Decision Date20 March 1990
Docket NumberNo. 86-1863-C.,86-1863-C.
Citation734 F. Supp. 437
CourtU.S. District Court — District of Kansas
PartiesUNITED STATES FIDELITY & GUARANTY COMPANY, St. Paul Mercury Insurance Company, Hartford Casualty Company, and Home Indemnity Company, Plaintiffs, v. MORRISON GRAIN COMPANY, INC., and Morrison Coal Company, Inc., Defendants.

Arthur S. Chalmers, Kahrs, Nelson, Fanning, Hite & Kellogg, and Stephen W. Kerwick, Foulston & Siefkin, Wichita, Kan., Thomas R. Hill, Overland Park, Kan., Richard I. Stephenson, Wichita, Kan., and Mitchell L. Lathrop, San Diego, Cal., for plaintiffs.

J. Stan Sexton, Hampton, Royce, Engleman & Nelson, Salina, Kan., for defendants.

MEMORANDUM AND ORDER

CROW, District Judge.

The case comes before the court on the plaintiffs' motions for summary judgment. In this insurance coverage dispute, the insureds, Morrison Grain Company, Inc. (Morrison Grain), a dissolved Kansas corporation, and Morrison Coal Company, Inc. (Morrison Coal), a dissolved Arkansas corporation, seek a declaratory judgment that the plaintiffs, as insurers, have a duty to defend and indemnify the defendants under the respective general liability policies for environmental damage claims made against them by governmental entities. The insureds also seek a money judgment against the plaintiffs in the amount of the sums paid to settle the environmental claims and attorney's fees and expenses.

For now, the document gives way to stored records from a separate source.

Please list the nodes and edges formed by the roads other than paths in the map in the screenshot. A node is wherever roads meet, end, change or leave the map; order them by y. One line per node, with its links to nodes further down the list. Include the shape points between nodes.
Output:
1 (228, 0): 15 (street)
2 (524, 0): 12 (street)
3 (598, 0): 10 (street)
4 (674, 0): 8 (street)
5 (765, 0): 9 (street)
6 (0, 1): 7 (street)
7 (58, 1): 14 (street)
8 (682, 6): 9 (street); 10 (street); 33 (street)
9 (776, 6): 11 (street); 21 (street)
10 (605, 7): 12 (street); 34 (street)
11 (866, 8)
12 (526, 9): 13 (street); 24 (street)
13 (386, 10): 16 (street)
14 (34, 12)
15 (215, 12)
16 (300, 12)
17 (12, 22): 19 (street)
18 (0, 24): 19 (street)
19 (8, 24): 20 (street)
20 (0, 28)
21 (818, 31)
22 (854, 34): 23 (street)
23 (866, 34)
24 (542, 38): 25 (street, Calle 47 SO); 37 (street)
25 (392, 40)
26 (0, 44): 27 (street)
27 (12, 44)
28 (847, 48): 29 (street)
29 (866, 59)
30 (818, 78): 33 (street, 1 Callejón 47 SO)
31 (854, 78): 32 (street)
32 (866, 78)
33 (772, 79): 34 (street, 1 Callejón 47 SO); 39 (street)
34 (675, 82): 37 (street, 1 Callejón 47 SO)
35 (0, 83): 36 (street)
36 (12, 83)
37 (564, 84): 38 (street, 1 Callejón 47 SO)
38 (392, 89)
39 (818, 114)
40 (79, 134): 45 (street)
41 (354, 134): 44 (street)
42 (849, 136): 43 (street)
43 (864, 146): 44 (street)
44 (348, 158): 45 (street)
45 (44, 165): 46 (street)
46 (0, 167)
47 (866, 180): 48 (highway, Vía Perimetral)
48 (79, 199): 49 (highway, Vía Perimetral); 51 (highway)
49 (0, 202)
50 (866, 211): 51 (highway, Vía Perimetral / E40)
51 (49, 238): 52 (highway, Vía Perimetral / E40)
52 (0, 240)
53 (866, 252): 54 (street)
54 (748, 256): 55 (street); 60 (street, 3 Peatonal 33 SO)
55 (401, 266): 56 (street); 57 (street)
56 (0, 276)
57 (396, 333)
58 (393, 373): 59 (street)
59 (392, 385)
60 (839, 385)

This action was commenced on October 29, 1986, by United States Fidelity & Guaranty Company (USF & G) seeking a declaratory judgment that there is no coverage under its policies for the environmental claims against the defendants. The defendants answered and counterclaimed and later successfully joined the other insurers as plaintiffs to their counterclaim. Each of the insurers has answered the counterclaim denying coverage of these claims for indemnity and defense arising from defendants' liability to the United States Environmental Protection Agency (U.S. EPA) and the Illinois Environmental Protection Agency (Illinois EPA) under the Comprehensive Environmental Response, Compensation and Liability Act of 1980, 42 U.S.C. §§ 9601 et seq. (CERCLA), or the Illinois Environmental Protection Act, Ill.Rev.Stat. ch. 111½, par. 1001 et seq. (1987).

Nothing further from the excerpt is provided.